Geophysical and hydrogeological inverse problems often include a large number of unknown parameters, ranging from hundreds to millions, depending on parameterization and problems undertaking. This makes inverse estimation and uncertainty quantification very challenging, especially for those problems in two- or three-dimensional spatial domains. Model reduction technique has the potential of mitigating the curse of dimensionality by reducing total numbers of unknowns while describing the complex subsurface systems adequately. In this study, we explore the use of principal component analysis (PCA) and Markov chain Monte Carlo (MCMC) sampling methods for model reduction through the use of synthetic datasets.

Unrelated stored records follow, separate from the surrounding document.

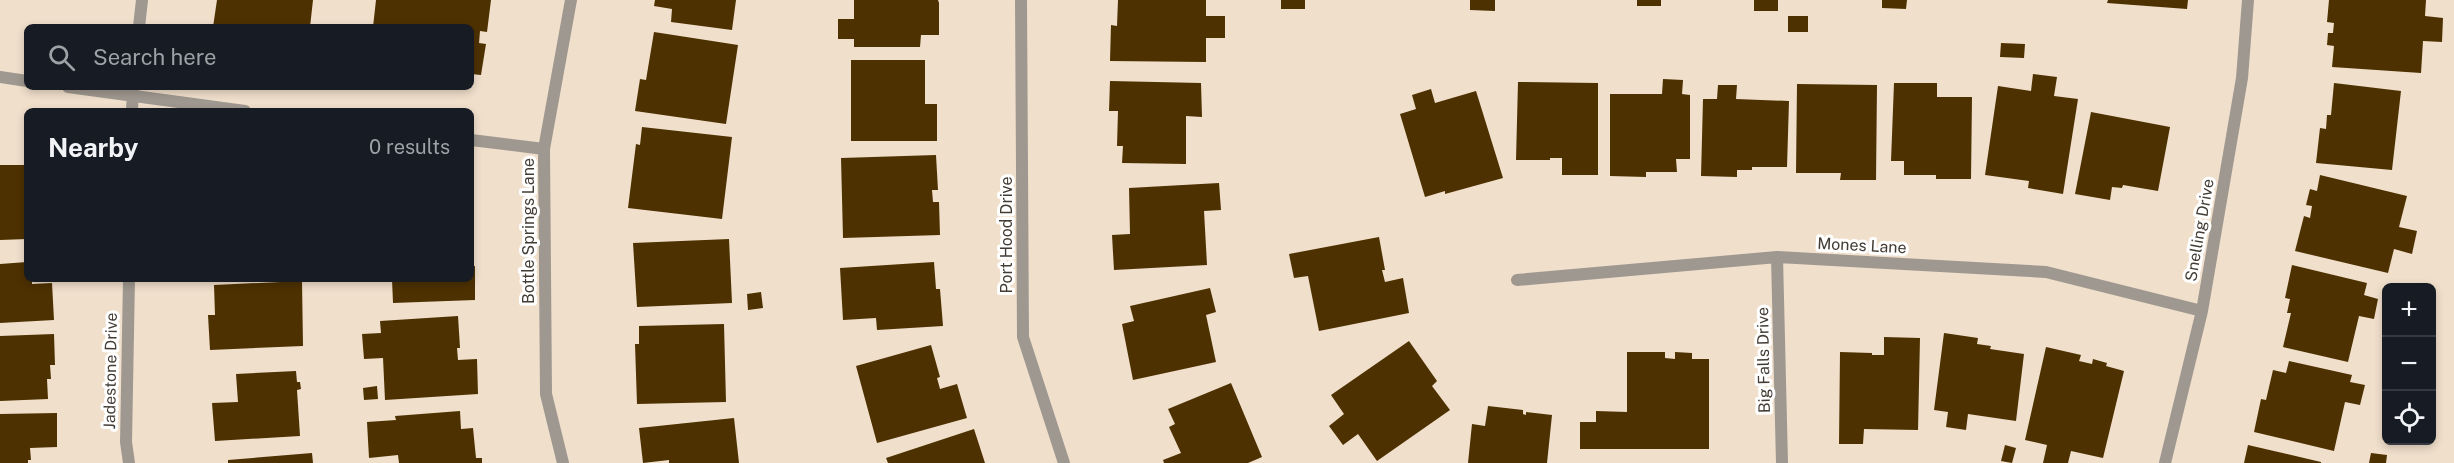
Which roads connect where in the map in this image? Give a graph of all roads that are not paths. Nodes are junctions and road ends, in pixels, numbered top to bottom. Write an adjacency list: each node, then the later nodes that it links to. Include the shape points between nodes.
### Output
1 (142, 0): 5 (street)
2 (571, 0): 13 (street, Bottle Springs Lane)
3 (1021, 0): 20 (street, Port Hood Drive, via 1023,337)
4 (2247, 0): 17 (street, Snelling Drive, via 2242,78)
5 (139, 24)
6 (0, 77): 7 (street)
7 (24, 81)
8 (107, 90): 9 (street)
9 (133, 92): 10 (street); 11 (street)
10 (132, 108)
11 (227, 108)
12 (474, 140): 13 (street)
13 (544, 149): 19 (street, Bottle Springs Lane, via 546,394)
14 (1777, 257): 15 (street, Mones Lane); 17 (street, Mones Lane, via 2046,272); 21 (street, Big Falls Drive)
15 (1517, 280)
16 (129, 282): 18 (street, Jadestone Drive)
17 (2202, 311): 22 (street, Snelling Drive)
18 (129, 463)
19 (563, 463)
20 (1064, 463)
21 (1782, 463)
22 (2165, 463)

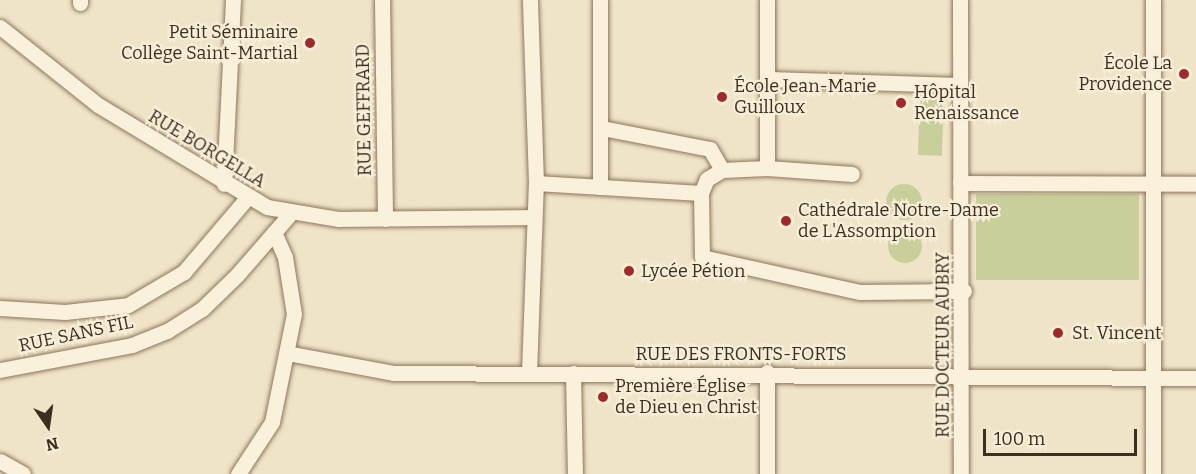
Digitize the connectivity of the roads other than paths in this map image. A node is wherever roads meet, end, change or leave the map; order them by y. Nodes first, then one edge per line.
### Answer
1 (233, 0) edge
2 (382, 0) edge
3 (530, 0) edge
4 (600, 0) edge
5 (767, 0) edge
6 (960, 0) edge
7 (1153, 0) edge
8 (0, 27) edge
9 (768, 79) junction
10 (959, 85) junction
11 (602, 128) junction
12 (768, 168) junction
13 (722, 170) junction
14 (852, 174) dead end
15 (536, 183) junction
16 (960, 183) junction
17 (1151, 183) junction
18 (224, 184) junction
19 (1196, 184) edge
20 (600, 187) junction
21 (701, 192) junction
22 (247, 198) junction
23 (290, 214) junction
24 (534, 217) junction
25 (385, 219) junction
26 (274, 232) junction
27 (964, 291) junction
28 (0, 308) edge
29 (287, 353) junction
30 (0, 370) edge
31 (529, 372) junction
32 (767, 372) junction
33 (573, 373) junction
34 (962, 375) junction
35 (1154, 378) junction
36 (1196, 378) edge
37 (0, 461) edge
38 (23, 474) edge
39 (238, 474) edge
40 (575, 474) edge
41 (767, 474) edge
42 (962, 474) edge
43 (1153, 474) edge

1 - 18 street
2 - 25 street, RUE GEFFRARD
3 - 15 street
4 - 11 street
5 - 9 street
6 - 10 street, RUE DOCTEUR AUBRY
7 - 17 street
8 - 18 street, RUE BORGELLA
9 - 10 street
9 - 12 street
10 - 16 street, RUE DOCTEUR AUBRY
11 - 13 street
11 - 20 street
12 - 13 street
12 - 14 street
13 - 21 street
15 - 20 street
15 - 24 street
16 - 17 street
16 - 27 street, RUE DOCTEUR AUBRY
17 - 19 street
17 - 35 street
18 - 22 street, RUE BORGELLA
20 - 21 street
21 - 27 street
22 - 23 street, RUE BORGELLA
22 - 28 street
23 - 25 street, RUE BORGELLA
23 - 26 street, RUE SANS FIL
24 - 25 street, RUE BORGELLA
24 - 31 street
26 - 29 street
26 - 30 street, RUE SANS FIL
27 - 34 street, RUE DOCTEUR AUBRY
29 - 31 street, RUE DES FRONTS-FORTS
29 - 39 street
31 - 33 street, RUE DES FRONTS-FORTS
32 - 33 street, RUE DES FRONTS-FORTS
32 - 34 street, RUE DES FRONTS-FORTS
32 - 41 street
33 - 40 street
34 - 35 street, RUE DES FRONTS-FORTS
34 - 42 street, RUE DOCTEUR AUBRY
35 - 36 street, RUE DES FRONTS-FORTS
35 - 43 street
37 - 38 street

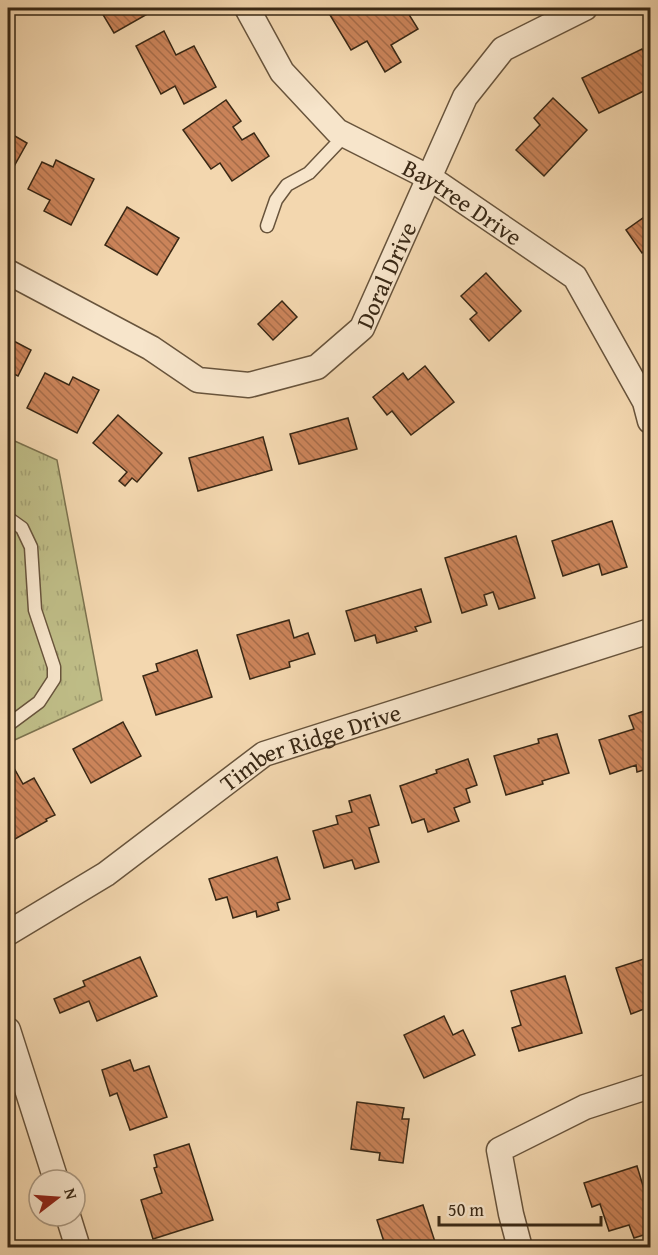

We compare the performances of three different but closely related model reduction approaches: (1) PCA methods with geometric sampling (referred to as 'Method 1'), (2) PCA methods with MCMC sampling (referred to as 'Method 2'), and (3) PCA methods with MCMC sampling and inclusion of random effects (referred to as 'Method 3'). We consider a simple convolution model with five unknown parameters as our goal is to understand and visualize the advantages and disadvantages of each method by comparing their inversion results with the corresponding analytical solutions. We generated synthetic data with noise added and invert them under two different situations: (1) the noised data and the covariance matrix for PCA analysis are consistent (referred to as the unbiased case), and (2) the noise data and the covariance matrix are inconsistent (referred to as biased case). In the unbiased case, comparison between the analytical solutions and the inversion results show that all three methods provide good estimates of the true values and Method 1 is computationally more efficient. In terms of uncertainty quantification, Method 1 performs poorly because of relatively small number of samples obtained, Method 2 performs best, and Method 3 overestimates uncertainty due to inclusion of random effects. However, in the biased case, only Method 3 correctly estimates all the unknown parameters, and both Methods 1 and 2 provide wrong values for the biased parameters. The synthetic case study demonstrates that if the covariance matrix for PCA analysis is inconsistent with true models, the PCA methods with geometric or MCMC sampling will provide incorrect estimates.